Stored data
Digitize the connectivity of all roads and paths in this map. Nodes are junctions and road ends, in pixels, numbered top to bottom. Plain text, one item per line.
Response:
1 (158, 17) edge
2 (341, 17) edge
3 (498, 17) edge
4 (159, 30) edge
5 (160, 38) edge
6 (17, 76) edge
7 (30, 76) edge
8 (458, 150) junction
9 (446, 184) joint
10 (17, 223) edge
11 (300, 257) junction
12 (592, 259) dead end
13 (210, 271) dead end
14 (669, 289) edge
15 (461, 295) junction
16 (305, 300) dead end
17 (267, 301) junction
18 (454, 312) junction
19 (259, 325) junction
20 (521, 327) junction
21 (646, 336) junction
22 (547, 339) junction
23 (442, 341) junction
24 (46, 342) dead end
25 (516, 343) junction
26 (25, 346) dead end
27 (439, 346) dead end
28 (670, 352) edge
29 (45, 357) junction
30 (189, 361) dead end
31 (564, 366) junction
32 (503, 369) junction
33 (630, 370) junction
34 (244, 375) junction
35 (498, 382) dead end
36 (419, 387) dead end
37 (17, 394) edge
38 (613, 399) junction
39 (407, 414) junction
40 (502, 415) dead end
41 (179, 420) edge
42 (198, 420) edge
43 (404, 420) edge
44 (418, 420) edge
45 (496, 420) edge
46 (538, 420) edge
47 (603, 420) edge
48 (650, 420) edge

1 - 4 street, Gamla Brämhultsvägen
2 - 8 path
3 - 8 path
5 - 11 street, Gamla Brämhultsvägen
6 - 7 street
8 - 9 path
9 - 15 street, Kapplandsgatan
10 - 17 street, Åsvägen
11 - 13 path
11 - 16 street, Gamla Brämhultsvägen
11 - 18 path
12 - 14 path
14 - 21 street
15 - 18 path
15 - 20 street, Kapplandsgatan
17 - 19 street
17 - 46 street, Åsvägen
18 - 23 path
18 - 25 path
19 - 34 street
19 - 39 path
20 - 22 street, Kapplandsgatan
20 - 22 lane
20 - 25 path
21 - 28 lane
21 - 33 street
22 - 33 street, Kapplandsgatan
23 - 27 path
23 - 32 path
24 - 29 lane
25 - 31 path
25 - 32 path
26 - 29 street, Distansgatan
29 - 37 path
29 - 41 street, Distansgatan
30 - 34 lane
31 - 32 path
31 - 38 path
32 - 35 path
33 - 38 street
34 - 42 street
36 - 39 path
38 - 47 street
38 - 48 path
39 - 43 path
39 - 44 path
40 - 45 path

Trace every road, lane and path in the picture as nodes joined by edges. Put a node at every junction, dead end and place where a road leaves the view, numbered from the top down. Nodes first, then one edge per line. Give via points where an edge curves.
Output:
---
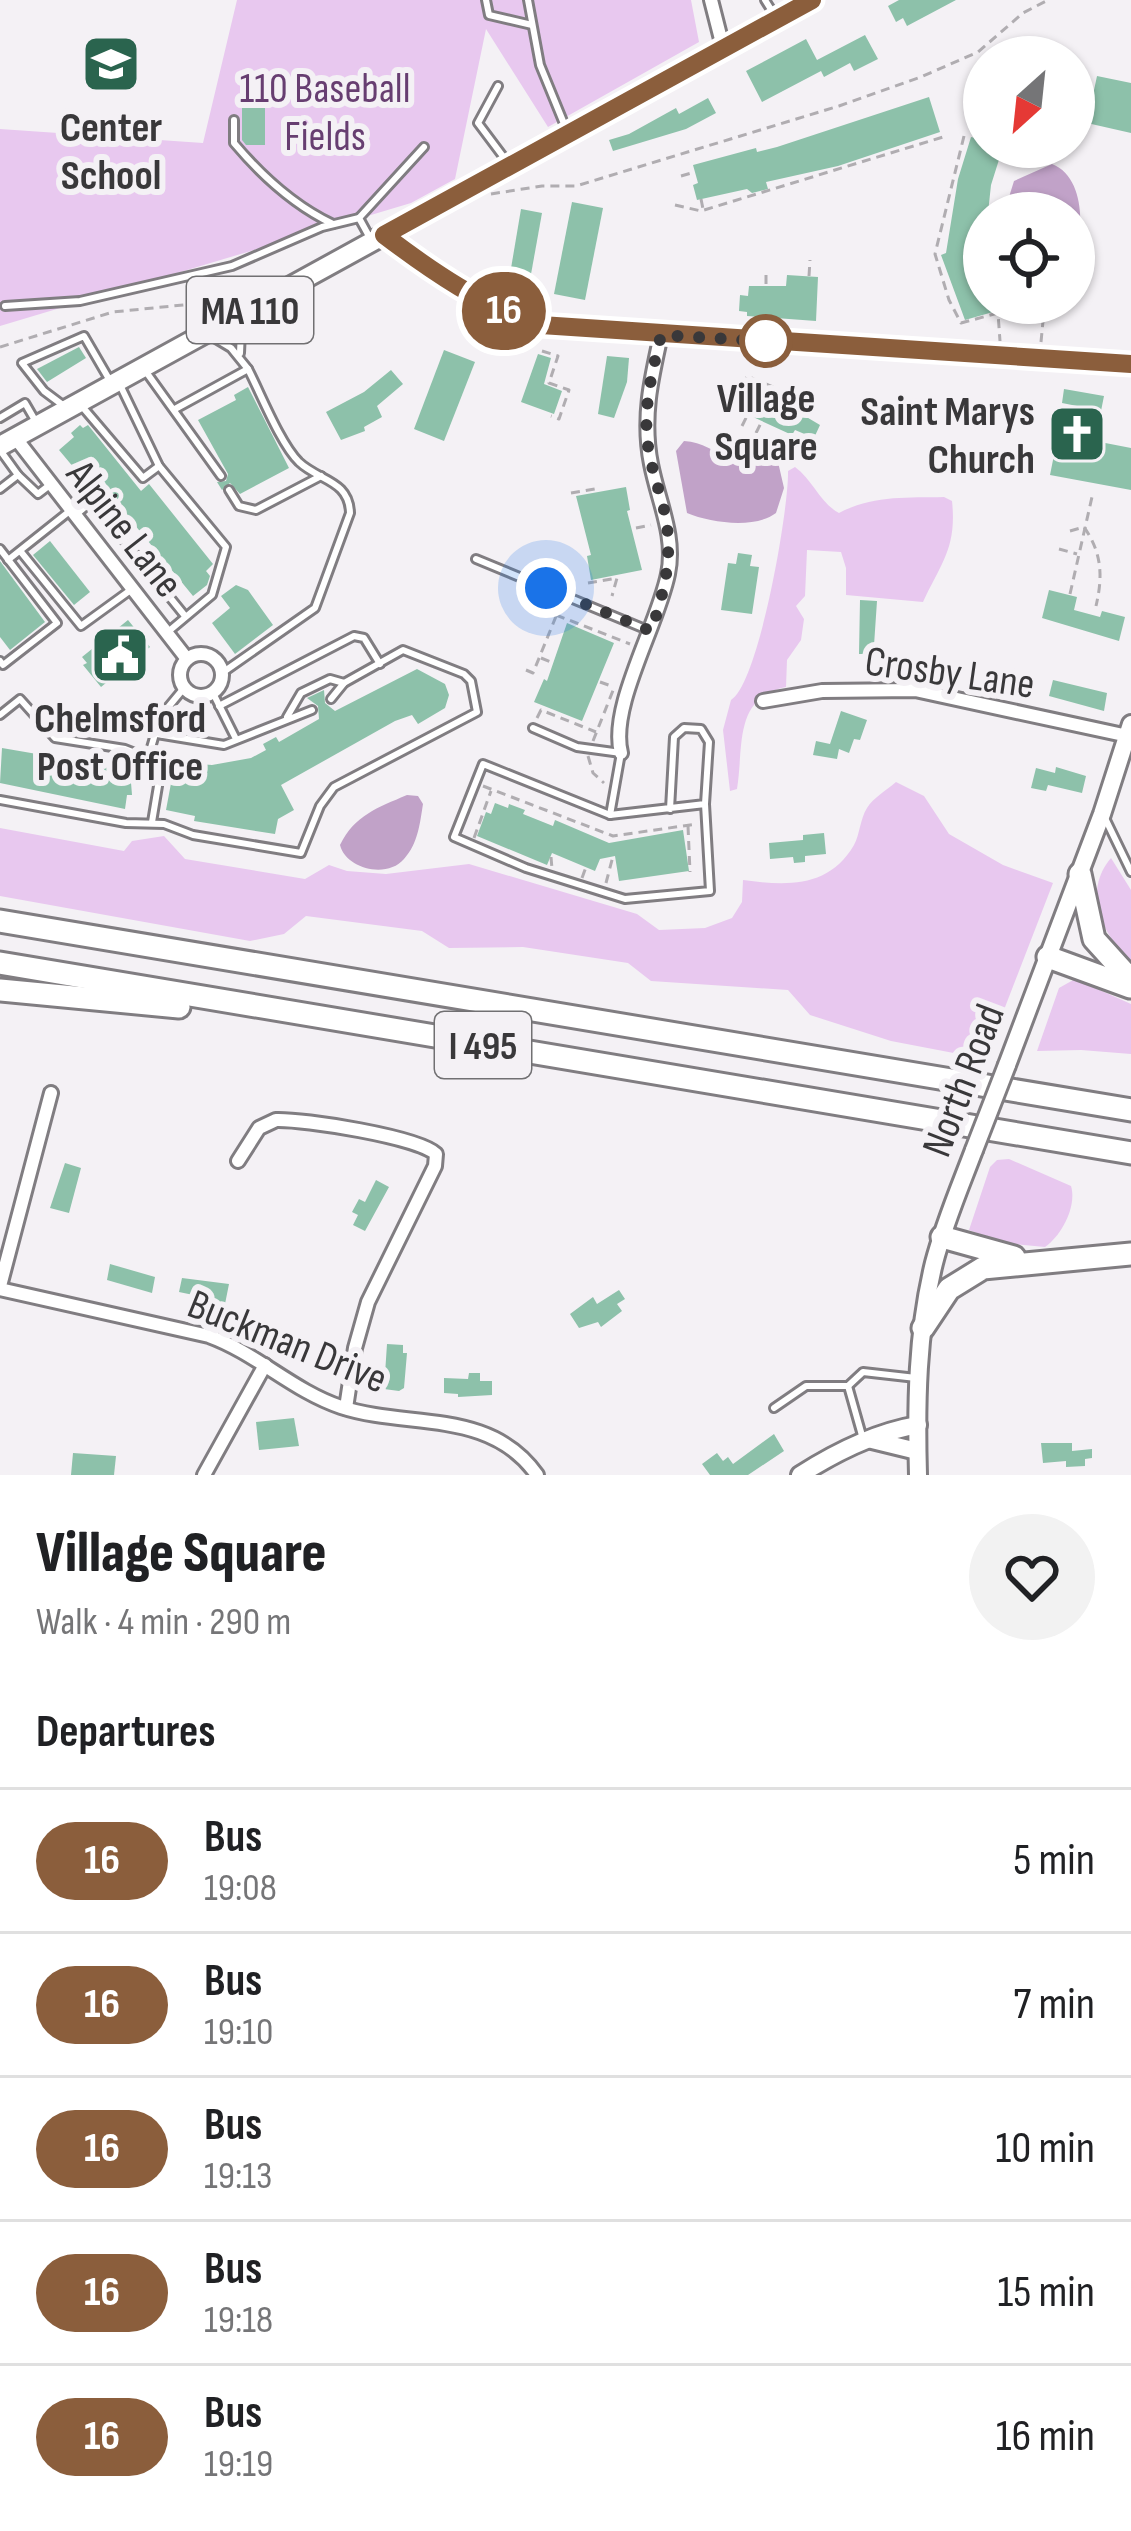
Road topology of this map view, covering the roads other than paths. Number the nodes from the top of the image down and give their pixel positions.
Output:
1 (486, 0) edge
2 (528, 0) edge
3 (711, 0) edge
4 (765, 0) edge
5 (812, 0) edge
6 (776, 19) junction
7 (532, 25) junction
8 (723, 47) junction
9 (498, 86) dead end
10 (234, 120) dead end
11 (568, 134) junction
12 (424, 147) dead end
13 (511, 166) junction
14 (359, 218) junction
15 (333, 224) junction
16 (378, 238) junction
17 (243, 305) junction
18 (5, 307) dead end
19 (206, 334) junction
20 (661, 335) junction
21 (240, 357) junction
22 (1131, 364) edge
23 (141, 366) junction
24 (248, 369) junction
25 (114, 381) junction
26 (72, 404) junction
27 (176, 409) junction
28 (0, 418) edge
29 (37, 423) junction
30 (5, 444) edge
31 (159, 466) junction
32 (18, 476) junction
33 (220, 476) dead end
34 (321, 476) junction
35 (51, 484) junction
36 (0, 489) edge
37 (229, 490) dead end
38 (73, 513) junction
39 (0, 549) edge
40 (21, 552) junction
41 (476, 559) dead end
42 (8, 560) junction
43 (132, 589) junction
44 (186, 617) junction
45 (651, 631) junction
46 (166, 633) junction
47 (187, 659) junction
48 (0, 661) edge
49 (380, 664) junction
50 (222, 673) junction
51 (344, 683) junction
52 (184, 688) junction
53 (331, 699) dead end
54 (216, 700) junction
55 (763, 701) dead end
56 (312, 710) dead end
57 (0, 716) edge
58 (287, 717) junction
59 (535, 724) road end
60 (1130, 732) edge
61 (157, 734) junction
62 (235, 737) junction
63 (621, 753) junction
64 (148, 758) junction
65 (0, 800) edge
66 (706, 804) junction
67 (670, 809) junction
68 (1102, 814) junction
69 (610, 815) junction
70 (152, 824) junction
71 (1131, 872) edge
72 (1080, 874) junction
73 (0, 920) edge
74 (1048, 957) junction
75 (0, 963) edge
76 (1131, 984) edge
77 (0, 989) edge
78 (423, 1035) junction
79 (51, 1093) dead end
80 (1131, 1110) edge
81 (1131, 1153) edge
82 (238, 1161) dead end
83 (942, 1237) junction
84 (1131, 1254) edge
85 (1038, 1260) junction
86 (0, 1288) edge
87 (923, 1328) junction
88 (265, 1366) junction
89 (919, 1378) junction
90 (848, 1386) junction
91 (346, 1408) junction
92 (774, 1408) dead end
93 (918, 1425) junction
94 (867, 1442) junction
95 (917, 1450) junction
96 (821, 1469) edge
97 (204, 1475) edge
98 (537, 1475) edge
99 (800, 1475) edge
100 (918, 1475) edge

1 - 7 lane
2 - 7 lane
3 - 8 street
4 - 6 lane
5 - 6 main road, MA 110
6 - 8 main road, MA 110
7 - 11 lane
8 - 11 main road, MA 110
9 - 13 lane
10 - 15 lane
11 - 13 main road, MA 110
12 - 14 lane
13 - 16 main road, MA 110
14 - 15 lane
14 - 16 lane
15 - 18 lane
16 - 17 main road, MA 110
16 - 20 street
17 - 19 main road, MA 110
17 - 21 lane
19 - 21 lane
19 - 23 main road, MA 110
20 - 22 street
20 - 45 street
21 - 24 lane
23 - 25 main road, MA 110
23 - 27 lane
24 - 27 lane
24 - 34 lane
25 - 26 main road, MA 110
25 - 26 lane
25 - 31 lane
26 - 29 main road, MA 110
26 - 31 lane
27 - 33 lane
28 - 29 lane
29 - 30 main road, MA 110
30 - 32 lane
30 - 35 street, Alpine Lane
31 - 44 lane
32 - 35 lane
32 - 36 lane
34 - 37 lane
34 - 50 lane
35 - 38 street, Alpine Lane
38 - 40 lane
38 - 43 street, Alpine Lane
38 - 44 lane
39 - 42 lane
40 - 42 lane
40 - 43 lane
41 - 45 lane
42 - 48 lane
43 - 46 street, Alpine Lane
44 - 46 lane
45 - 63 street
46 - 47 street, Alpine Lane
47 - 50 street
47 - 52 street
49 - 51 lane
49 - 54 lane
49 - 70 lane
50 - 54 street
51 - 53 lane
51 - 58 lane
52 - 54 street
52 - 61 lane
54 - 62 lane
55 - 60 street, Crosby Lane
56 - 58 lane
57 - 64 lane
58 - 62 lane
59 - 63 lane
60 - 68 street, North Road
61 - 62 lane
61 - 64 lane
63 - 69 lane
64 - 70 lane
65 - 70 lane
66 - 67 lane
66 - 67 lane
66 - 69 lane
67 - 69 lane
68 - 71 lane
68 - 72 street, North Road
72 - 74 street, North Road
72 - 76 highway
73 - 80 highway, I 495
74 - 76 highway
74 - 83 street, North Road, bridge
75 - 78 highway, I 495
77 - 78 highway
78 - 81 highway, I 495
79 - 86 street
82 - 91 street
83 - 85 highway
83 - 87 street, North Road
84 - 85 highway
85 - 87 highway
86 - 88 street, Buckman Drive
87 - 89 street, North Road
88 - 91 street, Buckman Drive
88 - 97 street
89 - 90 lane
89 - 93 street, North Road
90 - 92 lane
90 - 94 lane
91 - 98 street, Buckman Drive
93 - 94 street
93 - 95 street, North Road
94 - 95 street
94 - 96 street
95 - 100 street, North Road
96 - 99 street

What is needed: Go through the records above and return every line that holds the string "view".

Reply:
Trace every road, lane and path in the picture as nodes joined by edges. Put a node at every junction, dead end and place where a road leaves the view, numbered from the top down. Nodes first, then one edge per line. Give via points where an edge curves.
Road topology of this map view, covering the roads other than paths. Number the nodes from the top of the image down and give their pixel positions.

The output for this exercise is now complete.